## The records
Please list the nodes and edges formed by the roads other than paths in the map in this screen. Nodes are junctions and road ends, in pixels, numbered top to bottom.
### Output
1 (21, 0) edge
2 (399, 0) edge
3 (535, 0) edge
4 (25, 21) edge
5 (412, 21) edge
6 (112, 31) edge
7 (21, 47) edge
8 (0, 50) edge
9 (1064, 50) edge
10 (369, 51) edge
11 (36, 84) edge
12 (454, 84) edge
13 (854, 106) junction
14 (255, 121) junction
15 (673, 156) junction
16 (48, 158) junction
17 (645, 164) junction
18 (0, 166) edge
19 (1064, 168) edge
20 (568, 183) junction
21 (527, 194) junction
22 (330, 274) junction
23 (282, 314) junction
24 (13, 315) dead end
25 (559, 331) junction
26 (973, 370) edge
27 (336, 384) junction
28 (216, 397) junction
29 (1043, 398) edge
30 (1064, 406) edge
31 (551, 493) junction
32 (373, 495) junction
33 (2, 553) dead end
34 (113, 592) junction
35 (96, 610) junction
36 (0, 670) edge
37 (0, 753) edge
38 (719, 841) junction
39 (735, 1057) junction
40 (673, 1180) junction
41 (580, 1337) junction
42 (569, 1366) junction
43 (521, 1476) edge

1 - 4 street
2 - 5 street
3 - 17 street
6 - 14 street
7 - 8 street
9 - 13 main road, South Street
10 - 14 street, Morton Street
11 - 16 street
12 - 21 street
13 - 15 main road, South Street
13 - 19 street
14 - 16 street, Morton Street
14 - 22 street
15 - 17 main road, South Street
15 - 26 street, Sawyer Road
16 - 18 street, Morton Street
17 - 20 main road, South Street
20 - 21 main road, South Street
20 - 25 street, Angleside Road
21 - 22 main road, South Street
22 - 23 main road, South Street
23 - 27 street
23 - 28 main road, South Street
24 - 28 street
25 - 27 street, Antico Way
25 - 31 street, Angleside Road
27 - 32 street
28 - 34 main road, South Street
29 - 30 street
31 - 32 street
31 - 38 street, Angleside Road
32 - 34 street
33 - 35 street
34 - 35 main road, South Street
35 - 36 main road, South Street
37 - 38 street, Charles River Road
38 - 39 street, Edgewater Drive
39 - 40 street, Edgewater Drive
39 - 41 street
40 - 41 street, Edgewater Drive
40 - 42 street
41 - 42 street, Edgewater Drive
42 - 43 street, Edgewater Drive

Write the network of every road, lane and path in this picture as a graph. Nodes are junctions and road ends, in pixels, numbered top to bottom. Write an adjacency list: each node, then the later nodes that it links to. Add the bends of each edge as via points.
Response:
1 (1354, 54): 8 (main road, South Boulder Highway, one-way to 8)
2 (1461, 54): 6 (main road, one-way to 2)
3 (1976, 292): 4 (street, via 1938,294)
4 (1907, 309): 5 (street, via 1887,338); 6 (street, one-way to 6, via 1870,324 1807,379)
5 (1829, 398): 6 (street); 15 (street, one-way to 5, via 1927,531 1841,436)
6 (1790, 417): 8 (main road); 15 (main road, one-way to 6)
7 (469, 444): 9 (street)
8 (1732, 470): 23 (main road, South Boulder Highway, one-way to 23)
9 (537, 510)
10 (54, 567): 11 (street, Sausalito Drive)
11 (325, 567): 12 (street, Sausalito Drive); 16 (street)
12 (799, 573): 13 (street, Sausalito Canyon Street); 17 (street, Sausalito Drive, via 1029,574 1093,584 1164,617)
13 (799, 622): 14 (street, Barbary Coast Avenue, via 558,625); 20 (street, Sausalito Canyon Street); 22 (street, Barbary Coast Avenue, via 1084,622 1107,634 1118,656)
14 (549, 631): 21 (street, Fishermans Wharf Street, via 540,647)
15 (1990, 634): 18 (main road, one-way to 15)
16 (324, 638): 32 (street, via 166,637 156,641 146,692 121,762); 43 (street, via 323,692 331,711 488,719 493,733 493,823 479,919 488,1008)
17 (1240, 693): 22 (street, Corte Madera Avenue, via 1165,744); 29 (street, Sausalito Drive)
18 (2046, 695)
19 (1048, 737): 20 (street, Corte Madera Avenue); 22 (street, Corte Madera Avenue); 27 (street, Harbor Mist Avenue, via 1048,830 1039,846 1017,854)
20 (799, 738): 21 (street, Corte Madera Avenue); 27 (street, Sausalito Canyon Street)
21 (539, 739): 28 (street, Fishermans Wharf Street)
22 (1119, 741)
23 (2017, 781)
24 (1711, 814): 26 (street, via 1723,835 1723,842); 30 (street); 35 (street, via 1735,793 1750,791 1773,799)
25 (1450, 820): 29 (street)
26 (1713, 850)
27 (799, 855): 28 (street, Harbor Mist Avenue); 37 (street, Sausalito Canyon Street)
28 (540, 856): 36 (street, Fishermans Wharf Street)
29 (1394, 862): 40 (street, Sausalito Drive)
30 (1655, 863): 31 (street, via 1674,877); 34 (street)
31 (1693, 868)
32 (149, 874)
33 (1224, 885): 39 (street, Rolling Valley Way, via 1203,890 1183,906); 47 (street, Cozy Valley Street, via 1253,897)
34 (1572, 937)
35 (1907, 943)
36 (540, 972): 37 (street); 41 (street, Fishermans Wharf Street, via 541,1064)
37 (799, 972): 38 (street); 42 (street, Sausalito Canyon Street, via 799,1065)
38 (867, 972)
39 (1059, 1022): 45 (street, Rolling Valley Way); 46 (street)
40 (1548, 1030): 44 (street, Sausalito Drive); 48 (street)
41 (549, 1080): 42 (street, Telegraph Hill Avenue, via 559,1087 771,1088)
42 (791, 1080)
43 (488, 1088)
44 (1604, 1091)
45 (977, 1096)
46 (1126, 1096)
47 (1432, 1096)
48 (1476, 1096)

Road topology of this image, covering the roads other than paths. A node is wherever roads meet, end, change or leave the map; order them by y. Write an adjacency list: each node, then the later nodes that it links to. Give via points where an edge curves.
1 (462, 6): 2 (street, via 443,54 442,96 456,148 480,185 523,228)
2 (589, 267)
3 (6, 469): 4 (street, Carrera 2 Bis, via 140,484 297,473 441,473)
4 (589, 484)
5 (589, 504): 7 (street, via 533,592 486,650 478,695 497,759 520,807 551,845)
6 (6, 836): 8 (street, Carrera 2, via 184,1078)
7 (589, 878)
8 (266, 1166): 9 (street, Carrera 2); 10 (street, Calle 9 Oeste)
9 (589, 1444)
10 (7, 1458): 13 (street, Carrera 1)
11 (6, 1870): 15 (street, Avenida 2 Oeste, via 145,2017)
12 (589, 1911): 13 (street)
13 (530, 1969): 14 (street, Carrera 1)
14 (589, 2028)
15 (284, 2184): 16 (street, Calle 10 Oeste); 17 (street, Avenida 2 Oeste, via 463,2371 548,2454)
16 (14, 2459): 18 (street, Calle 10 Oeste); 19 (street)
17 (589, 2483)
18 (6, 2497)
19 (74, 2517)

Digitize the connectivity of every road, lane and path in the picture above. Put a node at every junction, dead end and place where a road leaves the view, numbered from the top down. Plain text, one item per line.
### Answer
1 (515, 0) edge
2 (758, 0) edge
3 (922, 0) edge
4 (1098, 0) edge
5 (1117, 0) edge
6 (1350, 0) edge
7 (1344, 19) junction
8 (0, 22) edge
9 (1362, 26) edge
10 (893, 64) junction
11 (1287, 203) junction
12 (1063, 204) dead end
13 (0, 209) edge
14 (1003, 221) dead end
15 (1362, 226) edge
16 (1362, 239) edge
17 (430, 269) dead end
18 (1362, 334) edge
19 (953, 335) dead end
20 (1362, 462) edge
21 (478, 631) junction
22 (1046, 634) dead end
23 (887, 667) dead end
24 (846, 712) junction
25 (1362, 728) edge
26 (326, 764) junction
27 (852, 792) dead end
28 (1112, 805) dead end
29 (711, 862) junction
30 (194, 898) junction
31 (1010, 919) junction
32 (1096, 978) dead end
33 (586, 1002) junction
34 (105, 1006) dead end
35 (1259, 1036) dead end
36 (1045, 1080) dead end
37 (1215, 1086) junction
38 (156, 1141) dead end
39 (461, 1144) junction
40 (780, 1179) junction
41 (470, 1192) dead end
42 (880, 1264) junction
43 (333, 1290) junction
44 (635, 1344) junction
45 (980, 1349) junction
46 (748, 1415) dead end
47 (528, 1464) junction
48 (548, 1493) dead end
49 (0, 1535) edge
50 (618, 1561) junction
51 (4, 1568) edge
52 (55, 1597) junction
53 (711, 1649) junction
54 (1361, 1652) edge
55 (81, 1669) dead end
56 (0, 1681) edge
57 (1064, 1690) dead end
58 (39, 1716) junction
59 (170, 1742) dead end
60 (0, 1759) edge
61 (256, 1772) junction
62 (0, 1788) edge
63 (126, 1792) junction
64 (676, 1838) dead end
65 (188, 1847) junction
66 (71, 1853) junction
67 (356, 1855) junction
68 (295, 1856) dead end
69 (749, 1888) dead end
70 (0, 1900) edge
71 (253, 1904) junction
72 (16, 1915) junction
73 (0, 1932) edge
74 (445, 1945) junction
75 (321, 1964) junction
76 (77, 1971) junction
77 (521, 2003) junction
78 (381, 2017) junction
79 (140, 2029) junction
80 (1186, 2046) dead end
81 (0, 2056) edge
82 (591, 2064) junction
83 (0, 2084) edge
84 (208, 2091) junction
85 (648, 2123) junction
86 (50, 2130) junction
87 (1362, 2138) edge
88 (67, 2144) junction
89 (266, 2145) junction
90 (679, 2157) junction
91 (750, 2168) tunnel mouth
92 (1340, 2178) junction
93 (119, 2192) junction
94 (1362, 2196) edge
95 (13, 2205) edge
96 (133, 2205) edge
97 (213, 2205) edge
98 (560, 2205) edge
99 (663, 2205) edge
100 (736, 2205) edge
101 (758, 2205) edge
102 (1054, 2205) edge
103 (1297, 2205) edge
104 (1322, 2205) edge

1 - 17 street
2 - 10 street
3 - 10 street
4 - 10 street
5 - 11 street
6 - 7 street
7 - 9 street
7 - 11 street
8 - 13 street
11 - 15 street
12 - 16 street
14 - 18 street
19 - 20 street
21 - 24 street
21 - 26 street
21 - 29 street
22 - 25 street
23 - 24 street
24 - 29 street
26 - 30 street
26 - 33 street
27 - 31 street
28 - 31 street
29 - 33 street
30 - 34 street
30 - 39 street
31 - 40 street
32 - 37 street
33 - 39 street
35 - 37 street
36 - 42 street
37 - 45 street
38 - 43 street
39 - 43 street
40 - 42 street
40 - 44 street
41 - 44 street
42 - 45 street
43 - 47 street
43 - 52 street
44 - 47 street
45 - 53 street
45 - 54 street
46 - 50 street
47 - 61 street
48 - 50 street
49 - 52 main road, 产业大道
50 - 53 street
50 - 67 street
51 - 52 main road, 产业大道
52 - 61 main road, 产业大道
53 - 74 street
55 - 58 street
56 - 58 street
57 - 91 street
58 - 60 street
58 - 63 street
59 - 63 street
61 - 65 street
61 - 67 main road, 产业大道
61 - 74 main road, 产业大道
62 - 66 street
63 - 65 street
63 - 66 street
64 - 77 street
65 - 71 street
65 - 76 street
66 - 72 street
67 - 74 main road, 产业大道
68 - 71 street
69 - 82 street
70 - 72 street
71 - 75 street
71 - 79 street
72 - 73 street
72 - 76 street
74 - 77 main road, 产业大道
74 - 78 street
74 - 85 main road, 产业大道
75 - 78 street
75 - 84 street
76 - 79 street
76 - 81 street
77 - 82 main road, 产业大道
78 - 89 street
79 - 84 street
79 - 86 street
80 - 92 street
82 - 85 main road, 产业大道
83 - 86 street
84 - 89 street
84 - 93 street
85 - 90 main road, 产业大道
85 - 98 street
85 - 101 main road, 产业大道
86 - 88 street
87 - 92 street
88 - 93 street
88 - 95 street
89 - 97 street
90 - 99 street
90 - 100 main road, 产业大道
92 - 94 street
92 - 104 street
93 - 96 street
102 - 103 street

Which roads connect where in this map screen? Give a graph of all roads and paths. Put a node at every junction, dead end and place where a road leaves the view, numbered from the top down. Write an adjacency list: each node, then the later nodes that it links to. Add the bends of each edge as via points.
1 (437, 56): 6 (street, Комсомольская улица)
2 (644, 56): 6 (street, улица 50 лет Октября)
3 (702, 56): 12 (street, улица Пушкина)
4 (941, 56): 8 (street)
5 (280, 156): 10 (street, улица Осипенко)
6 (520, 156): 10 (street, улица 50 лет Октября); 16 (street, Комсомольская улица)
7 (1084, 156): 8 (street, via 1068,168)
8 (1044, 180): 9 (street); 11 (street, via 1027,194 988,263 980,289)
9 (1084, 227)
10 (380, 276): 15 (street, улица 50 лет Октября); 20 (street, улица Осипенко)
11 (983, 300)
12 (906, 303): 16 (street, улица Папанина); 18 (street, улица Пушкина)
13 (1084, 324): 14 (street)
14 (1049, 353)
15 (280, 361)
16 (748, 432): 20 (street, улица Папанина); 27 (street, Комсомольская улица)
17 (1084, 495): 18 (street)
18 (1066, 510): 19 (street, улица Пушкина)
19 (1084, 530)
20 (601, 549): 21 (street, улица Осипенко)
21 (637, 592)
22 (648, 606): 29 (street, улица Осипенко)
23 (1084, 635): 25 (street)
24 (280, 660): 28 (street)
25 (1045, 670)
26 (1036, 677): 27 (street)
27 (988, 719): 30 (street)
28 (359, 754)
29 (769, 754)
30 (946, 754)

## Description of the task
Copy out each line of the records that holds the string "Calle".

## Solution for this problem
8 (266, 1166): 9 (street, Carrera 2); 10 (street, Calle 9 Oeste)
15 (284, 2184): 16 (street, Calle 10 Oeste); 17 (street, Avenida 2 Oeste, via 463,2371 548,2454)
16 (14, 2459): 18 (street, Calle 10 Oeste); 19 (street)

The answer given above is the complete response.